*** PROVIDED RECORDS ***

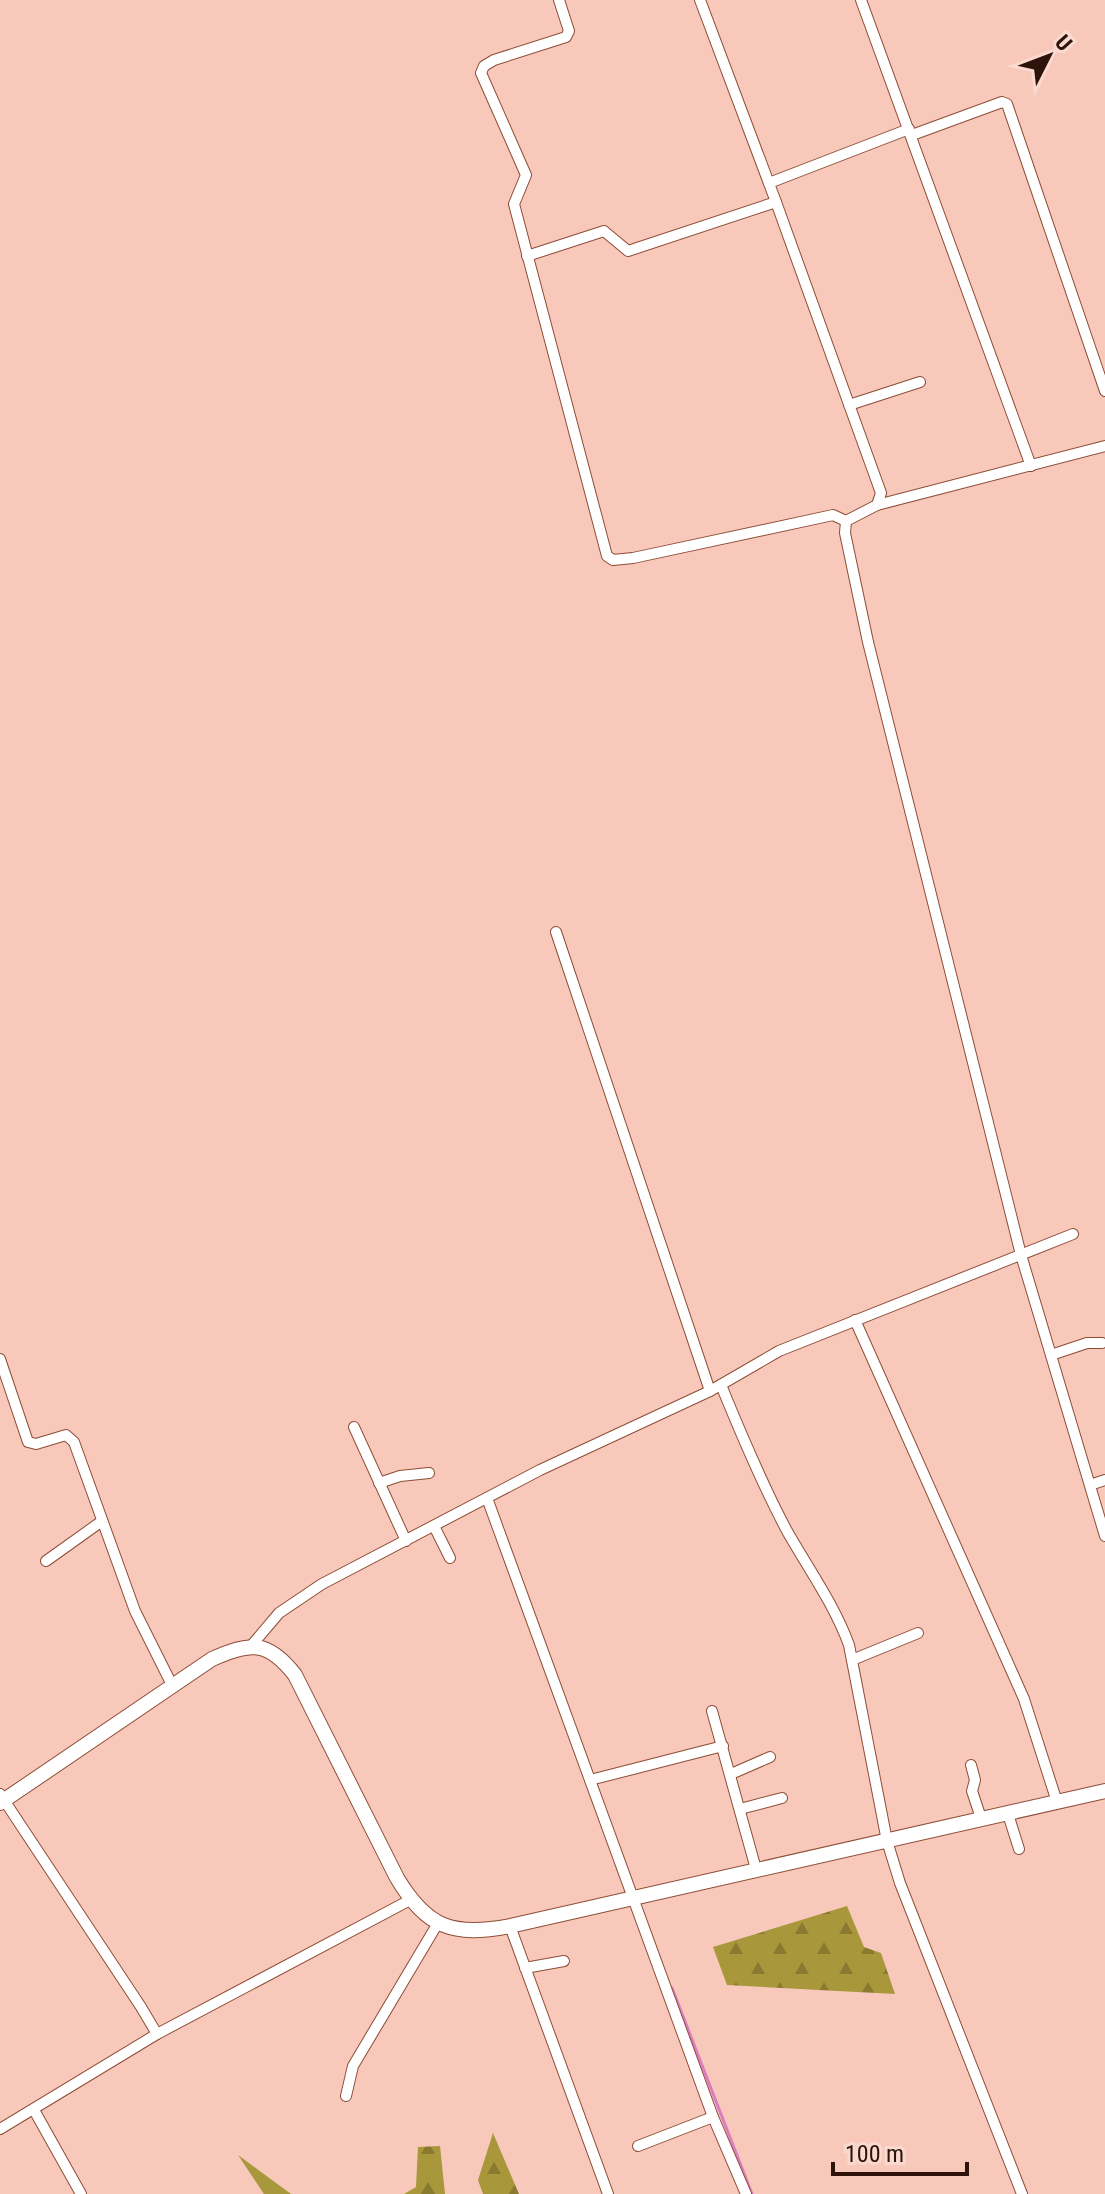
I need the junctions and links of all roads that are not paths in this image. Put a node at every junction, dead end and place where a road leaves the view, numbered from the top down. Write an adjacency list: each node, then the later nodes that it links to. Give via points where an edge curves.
1 (559, 0): 7 (street, via 569,31 566,37 494,60 481,73 526,175 514,204)
2 (700, 0): 5 (street)
3 (861, 0): 4 (street)
4 (910, 132): 5 (street); 9 (street, via 1007,104); 12 (street)
5 (769, 183): 6 (street)
6 (777, 203): 7 (street, via 628,251 604,231); 10 (street)
7 (527, 256): 14 (street, via 607,556 633,558 833,515)
8 (920, 382): 10 (street)
9 (1105, 391)
10 (849, 405): 13 (street, via 881,493)
11 (1105, 446): 12 (street)
12 (1031, 466): 13 (street)
13 (877, 505): 14 (street)
14 (846, 521): 17 (street, via 868,642)
15 (556, 932): 23 (street)
16 (1073, 1234): 17 (street)
17 (1021, 1255): 18 (street); 20 (street)
18 (855, 1320): 22 (street, via 779,1351); 49 (street, via 1024,1699)
19 (1102, 1343): 20 (street)
20 (1051, 1355): 28 (street)
21 (0, 1359): 30 (street, via 28,1442 72,1438)
22 (721, 1385): 23 (street); 38 (street, via 786,1529 842,1626)
23 (710, 1391): 29 (street)
24 (354, 1427): 27 (street)
25 (429, 1473): 27 (street)
26 (1105, 1480): 28 (street)
27 (379, 1483): 33 (street)
28 (1090, 1485): 32 (street)
29 (487, 1498): 31 (street); 45 (street)
30 (102, 1521): 35 (street); 39 (street, via 135,1611)
31 (434, 1526): 33 (street); 34 (street)
32 (1105, 1536)
33 (406, 1541): 37 (street, via 294,1601)
34 (450, 1558)
35 (46, 1561)
36 (918, 1633): 38 (street)
37 (251, 1646): 39 (main road, via 212,1659); 57 (main road, via 276,1653 295,1675)
38 (852, 1660): 53 (street)
39 (172, 1685): 48 (main road)
40 (712, 1711): 41 (street)
41 (723, 1746): 44 (street); 45 (street)
42 (770, 1757): 44 (street)
43 (971, 1765): 52 (street)
44 (731, 1774): 50 (street)
45 (590, 1780): 56 (street)
46 (1105, 1791): 49 (main road)
47 (782, 1798): 50 (street)
48 (1, 1799): 62 (street)
49 (1057, 1802): 51 (main road)
50 (740, 1809): 55 (street)
51 (1008, 1814): 52 (main road); 54 (street)
52 (981, 1818): 53 (main road)
53 (887, 1841): 55 (main road); 71 (street)
54 (1019, 1849)
55 (756, 1869): 56 (main road)
56 (633, 1897): 59 (main road); 65 (street)
57 (410, 1900): 58 (main road); 62 (street)
58 (438, 1923): 59 (main road, via 457,1931); 63 (street, via 353,2066)
59 (510, 1926): 61 (street)
60 (564, 1961): 61 (street)
61 (525, 1968): 69 (street)
62 (157, 2034): 64 (street)
63 (346, 2096)
64 (34, 2110): 66 (street); 68 (street)
65 (713, 2117): 67 (street); 70 (street)
66 (0, 2129)
67 (638, 2146)
68 (81, 2194)
69 (608, 2194)
70 (746, 2194)
71 (1022, 2194)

*** End of PROVIDED RECORDS ***

WORK TO BE COMPLETED – Would you filter the records and copy each line that contains the word "main"?

SOLUTION TO THE EXERCISE –
37 (251, 1646): 39 (main road, via 212,1659); 57 (main road, via 276,1653 295,1675)
39 (172, 1685): 48 (main road)
46 (1105, 1791): 49 (main road)
49 (1057, 1802): 51 (main road)
51 (1008, 1814): 52 (main road); 54 (street)
52 (981, 1818): 53 (main road)
53 (887, 1841): 55 (main road); 71 (street)
55 (756, 1869): 56 (main road)
56 (633, 1897): 59 (main road); 65 (street)
57 (410, 1900): 58 (main road); 62 (street)
58 (438, 1923): 59 (main road, via 457,1931); 63 (street, via 353,2066)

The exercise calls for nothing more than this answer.